Libertarian presidential candidate Gary Johnson scored the biggest publicity his campaign has received thus far following a foreign-policy gaffe on MSNBC's Morning Joe earlier this morning.
Interviewer Mike Barnicle asked Johnson what he would do about Aleppo if elected President. Johnson replied, "And what is Aleppo?" Barnicle, aghast, remarked "You're kidding," before informing the man currently polling in third place to be commander in chief of the most powerful military in the history of the world that Aleppo is the epicenter of the Syrian refugee crisis.
Watch the full exchange below:
This is a serious blunder by Johnson, who has said he will be slower to intervene militarily abroad than Hillary Clinton and that Donald Trump's promise to "bomb the shit out of ISIS" is uninformed policy. Johnson has pushed the idea that libertarians are not isolationists, but that there are better ways to help with situations such as Syria than sending U.S. troops, arming unvetted rebels, or using extralegal drone strikes which inevitably kill civilians.
Johnson's Aleppo gaffe gives ammunition to those who think Libertarians are inherently unserious (especially about defense and foreign policy) and a pointless distraction from the two major-party candidates. Morning Joe host Joe Scarborough concluded today's show by remarking that Johnson's gaffe rendered him "unqualified to be president of the United States." Barnicle added that Johnson expressed "an appalling lack of knowledge."
Following the segment, Johnson ran into MSNBC's Mark Halperin in the lobby of the NBC studios, who told the Libertarian candidate that his segment "is going to be a big flap, I promise you. It already is." Johnson admitted, "I'm incredibly frustrated with myself."
And yet Johnson is hardly alone when it comes to Syria gaffes. Former Obama administration ambassador to Iraq, Chris Hill, followed Johnson on Morning Joe and mocked the former New Mexico governor's "blank stare." Hill predicted that "he will now be known as 'Aleppo Johnson'" and then called Aleppo "the capital of ISIS." In fact, Raqqa, not Aleppo, is widely considered the capital of the self-declared caliphate known as the Islamic State. The New York Times incorrectly referred to Aleppo as "the capital" of ISIS three times in its quick take on Johnson's screw-up before adding a correction to the bottom of the page. Even that correction required a correction, as it initially referred to Aleppo as Syria's capital, when it is in fact, Damascus.
Foreign-policy misstatements actually are a staple of presidential elections.

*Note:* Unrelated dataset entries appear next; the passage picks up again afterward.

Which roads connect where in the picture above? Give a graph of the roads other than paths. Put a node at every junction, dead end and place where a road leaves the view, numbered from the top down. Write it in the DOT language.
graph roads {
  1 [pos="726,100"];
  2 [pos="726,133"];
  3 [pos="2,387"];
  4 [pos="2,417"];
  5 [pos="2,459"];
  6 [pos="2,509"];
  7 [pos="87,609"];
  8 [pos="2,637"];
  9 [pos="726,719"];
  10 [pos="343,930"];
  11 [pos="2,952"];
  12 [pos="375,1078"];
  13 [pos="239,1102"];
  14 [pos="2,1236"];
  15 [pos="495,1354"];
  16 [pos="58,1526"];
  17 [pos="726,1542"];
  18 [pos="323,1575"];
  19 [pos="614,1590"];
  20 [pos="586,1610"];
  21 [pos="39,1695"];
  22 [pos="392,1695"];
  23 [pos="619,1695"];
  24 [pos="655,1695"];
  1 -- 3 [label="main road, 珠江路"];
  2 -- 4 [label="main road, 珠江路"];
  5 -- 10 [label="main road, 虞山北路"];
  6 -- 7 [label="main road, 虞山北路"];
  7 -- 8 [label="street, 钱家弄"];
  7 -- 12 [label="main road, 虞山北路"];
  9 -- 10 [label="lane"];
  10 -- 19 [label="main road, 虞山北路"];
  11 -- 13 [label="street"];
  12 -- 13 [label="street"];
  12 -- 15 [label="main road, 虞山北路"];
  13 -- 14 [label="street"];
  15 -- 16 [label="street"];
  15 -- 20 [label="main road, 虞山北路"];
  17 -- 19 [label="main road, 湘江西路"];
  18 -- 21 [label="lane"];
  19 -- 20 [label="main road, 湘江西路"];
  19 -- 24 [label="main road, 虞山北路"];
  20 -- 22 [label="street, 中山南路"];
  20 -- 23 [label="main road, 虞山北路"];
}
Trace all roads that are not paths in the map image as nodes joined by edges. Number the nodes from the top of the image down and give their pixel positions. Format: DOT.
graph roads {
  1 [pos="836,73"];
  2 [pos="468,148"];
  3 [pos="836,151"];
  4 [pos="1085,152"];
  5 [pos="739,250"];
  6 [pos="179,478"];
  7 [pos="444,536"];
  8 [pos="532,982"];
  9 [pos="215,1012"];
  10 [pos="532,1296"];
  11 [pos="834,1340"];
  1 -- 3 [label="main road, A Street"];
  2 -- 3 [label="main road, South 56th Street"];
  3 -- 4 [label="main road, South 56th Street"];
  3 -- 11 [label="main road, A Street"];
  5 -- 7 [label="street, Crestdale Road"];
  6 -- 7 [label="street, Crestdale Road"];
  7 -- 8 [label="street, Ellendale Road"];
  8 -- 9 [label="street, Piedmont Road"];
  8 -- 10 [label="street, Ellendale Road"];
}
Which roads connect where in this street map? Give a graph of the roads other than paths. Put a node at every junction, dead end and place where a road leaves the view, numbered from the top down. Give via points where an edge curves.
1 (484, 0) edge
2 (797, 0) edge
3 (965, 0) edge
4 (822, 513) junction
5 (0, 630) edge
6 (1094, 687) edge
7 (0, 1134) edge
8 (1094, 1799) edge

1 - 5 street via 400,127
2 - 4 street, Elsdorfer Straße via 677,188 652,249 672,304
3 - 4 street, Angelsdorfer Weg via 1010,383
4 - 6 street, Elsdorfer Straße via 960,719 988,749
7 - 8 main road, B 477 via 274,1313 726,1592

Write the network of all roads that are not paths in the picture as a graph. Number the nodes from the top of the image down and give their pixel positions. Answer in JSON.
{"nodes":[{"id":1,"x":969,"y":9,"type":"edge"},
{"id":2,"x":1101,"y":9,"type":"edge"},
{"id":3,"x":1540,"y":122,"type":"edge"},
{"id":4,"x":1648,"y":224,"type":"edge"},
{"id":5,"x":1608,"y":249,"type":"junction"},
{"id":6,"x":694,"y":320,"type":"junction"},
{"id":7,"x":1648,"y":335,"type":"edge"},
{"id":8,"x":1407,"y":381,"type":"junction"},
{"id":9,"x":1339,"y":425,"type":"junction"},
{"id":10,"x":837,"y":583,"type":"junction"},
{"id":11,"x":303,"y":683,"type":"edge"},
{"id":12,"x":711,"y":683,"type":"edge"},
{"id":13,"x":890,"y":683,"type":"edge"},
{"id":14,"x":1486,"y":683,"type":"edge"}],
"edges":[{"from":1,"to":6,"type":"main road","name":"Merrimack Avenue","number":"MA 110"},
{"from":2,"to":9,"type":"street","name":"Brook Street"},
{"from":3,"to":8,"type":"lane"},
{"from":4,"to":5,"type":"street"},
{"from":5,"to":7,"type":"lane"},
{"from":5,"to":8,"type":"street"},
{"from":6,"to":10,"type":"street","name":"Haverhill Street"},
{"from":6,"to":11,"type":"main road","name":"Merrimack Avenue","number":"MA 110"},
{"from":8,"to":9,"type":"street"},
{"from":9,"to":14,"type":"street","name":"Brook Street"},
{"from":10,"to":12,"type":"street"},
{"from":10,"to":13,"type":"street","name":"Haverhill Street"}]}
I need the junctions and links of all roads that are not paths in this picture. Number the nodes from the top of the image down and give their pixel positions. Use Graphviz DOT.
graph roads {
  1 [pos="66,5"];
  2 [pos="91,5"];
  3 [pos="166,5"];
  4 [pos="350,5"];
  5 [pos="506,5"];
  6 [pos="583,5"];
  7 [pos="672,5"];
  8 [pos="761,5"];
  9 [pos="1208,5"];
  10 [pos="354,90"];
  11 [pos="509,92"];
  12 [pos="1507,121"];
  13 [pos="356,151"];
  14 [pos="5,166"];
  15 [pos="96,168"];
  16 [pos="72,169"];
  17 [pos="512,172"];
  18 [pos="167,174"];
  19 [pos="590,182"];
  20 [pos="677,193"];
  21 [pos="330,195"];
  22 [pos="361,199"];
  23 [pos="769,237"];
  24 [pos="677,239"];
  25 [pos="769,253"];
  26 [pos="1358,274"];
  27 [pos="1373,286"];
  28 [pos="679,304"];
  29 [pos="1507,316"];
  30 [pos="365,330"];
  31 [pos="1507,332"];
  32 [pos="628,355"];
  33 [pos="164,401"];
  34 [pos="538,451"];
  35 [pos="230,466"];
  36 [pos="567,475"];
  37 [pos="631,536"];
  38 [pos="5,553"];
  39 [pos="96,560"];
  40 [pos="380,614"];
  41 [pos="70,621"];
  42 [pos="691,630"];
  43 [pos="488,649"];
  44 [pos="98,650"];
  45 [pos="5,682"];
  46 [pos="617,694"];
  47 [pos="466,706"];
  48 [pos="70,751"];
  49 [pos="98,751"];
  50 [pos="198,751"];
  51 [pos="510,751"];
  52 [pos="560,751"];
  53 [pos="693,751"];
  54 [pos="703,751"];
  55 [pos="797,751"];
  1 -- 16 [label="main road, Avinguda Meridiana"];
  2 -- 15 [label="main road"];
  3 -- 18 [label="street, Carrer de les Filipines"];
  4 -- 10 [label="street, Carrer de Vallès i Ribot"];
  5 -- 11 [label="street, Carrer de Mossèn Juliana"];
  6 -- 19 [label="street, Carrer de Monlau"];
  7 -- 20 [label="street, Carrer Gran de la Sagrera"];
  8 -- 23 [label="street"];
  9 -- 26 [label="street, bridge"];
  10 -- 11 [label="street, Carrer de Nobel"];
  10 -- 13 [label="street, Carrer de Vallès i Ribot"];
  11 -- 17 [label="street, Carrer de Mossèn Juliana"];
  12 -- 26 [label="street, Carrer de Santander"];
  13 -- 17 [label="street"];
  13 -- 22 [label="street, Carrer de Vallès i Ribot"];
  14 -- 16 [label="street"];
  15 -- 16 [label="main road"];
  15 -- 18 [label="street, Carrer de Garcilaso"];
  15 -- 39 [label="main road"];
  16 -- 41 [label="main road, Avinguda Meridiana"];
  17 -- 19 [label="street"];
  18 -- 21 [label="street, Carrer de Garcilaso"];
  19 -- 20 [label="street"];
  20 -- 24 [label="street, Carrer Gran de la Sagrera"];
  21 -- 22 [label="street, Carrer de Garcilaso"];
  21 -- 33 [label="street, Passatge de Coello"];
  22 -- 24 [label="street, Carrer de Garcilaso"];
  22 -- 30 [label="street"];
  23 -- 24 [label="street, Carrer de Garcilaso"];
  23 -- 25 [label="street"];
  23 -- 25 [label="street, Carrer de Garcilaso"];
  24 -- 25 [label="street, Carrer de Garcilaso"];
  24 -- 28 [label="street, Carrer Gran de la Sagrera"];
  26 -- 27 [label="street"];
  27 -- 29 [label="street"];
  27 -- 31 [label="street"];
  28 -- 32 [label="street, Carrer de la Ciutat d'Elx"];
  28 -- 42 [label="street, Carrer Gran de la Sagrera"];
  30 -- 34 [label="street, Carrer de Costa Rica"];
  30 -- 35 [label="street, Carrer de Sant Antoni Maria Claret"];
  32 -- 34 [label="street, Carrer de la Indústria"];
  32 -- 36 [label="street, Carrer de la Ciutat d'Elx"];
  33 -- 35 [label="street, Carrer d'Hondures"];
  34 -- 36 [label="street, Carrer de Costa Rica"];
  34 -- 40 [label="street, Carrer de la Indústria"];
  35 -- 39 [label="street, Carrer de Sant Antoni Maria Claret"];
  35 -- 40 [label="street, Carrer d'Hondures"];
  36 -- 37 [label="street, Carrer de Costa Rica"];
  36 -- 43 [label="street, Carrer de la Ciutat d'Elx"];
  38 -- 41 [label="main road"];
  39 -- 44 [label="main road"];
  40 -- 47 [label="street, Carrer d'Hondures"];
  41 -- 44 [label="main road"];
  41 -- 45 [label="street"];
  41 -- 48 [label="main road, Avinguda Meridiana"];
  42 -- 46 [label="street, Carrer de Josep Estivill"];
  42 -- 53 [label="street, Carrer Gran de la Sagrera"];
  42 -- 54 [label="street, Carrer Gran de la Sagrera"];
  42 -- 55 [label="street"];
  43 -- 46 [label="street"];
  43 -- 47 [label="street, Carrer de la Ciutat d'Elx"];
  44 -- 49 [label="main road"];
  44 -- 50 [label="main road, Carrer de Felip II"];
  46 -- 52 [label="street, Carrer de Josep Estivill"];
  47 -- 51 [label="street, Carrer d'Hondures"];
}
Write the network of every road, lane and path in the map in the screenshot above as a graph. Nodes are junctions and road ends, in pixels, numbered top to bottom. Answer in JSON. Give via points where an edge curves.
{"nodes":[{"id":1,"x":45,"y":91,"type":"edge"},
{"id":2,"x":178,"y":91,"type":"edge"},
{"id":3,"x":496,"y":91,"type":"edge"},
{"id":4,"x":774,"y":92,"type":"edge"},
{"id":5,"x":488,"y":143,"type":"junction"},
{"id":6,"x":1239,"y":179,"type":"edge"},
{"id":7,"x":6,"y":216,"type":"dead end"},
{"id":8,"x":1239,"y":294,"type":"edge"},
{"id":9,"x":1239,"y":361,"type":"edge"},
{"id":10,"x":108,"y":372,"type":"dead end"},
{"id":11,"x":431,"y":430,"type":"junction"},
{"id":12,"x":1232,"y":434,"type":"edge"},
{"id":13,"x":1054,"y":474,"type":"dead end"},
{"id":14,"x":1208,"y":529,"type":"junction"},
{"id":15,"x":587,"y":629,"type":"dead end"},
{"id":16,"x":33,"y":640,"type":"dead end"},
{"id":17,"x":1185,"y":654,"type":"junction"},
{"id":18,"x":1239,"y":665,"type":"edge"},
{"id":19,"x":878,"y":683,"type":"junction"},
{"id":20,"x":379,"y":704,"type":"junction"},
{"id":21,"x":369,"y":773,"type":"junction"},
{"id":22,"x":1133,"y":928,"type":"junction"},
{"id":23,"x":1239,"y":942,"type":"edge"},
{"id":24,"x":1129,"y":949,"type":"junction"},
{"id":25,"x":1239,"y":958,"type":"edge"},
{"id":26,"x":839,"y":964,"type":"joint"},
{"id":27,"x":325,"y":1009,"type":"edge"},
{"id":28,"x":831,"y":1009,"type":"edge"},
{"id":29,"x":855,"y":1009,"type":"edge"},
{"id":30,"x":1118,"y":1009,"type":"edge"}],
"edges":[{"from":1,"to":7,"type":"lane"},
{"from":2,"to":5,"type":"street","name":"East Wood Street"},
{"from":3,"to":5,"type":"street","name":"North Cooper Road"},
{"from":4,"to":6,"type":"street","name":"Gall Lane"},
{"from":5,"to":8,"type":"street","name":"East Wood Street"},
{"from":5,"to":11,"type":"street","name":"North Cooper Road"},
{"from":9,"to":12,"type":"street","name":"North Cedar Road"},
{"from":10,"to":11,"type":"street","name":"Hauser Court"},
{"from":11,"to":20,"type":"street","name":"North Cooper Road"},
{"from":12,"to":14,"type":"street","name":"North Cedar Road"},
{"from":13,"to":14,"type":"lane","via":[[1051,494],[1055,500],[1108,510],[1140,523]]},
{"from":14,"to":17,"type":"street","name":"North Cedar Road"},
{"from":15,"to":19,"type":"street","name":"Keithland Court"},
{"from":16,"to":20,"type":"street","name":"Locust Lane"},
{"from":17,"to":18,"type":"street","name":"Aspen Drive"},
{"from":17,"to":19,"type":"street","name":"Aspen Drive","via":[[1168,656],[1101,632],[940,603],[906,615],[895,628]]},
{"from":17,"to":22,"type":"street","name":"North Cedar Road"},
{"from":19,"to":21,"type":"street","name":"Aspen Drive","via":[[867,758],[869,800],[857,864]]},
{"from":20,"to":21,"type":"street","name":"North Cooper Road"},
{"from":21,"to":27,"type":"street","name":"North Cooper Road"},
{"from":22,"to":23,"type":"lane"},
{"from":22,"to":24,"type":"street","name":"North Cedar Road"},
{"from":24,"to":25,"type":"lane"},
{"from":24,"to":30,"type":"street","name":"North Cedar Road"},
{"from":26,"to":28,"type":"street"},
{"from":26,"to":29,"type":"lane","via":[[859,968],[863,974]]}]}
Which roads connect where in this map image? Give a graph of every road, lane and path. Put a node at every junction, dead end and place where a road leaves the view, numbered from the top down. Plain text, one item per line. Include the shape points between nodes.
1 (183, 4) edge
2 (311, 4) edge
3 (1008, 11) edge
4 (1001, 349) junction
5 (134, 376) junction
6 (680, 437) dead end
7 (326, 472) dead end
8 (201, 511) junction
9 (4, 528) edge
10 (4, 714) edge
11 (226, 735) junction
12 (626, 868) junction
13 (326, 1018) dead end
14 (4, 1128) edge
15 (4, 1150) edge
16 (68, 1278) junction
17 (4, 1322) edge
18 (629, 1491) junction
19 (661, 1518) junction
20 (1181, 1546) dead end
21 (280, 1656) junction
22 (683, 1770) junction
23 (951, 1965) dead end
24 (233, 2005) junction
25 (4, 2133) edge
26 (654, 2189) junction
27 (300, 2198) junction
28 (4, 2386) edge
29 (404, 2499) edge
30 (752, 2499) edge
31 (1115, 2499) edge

In 1999, George W. Bush scored 25 percent on a foreign policy quiz given to him by an NBC affiliate. He was unable to name the presidents of India, Pakistan, Chechnya, as well as the foreign minister of Mexico. During a 1976 debate with Jimmy Carter, Gerald Ford insisted that "there is no Soviet domination of eastern Europe." Just last night in a forum about veterans issues and foreign policy to which Johnson was not invited, former Secretary of State Hillary Clinton appeared not to know that Libya is in a state of civil war. That the war is a result of the power vacuum created by the military intervention she aggressively pushed for while serving in Obama's cabinet makes her oversight particularly distressing.
None of these examples of past campaign gaffes excuses Johnson's "blank stare" when asked about Aleppo. He and his running mate and the Libertarian Party have been insisting that they belong on the main debate stage, where they would prove both that their ideas are viable and their ability to effectively govern is based on sound footing. Choking on a simple question about what he would do about the refugee crisis by not knowing a major Syrian city is a completely fair mistake for which to hold Johnson accountable.
But does it really serve as an unforgivable disqualifier, especially considering everyone from Hillary Clinton to Obama's former Iraq ambassador to The New York Times is clearly capable of fumbling important details at any given moment? Or is this just the excuse establishment media and staunch defenders of the two-party duopoly were waiting for to finally dismiss the highest-polling third party candidacy in 20 years? Virtually all signs point to the latter.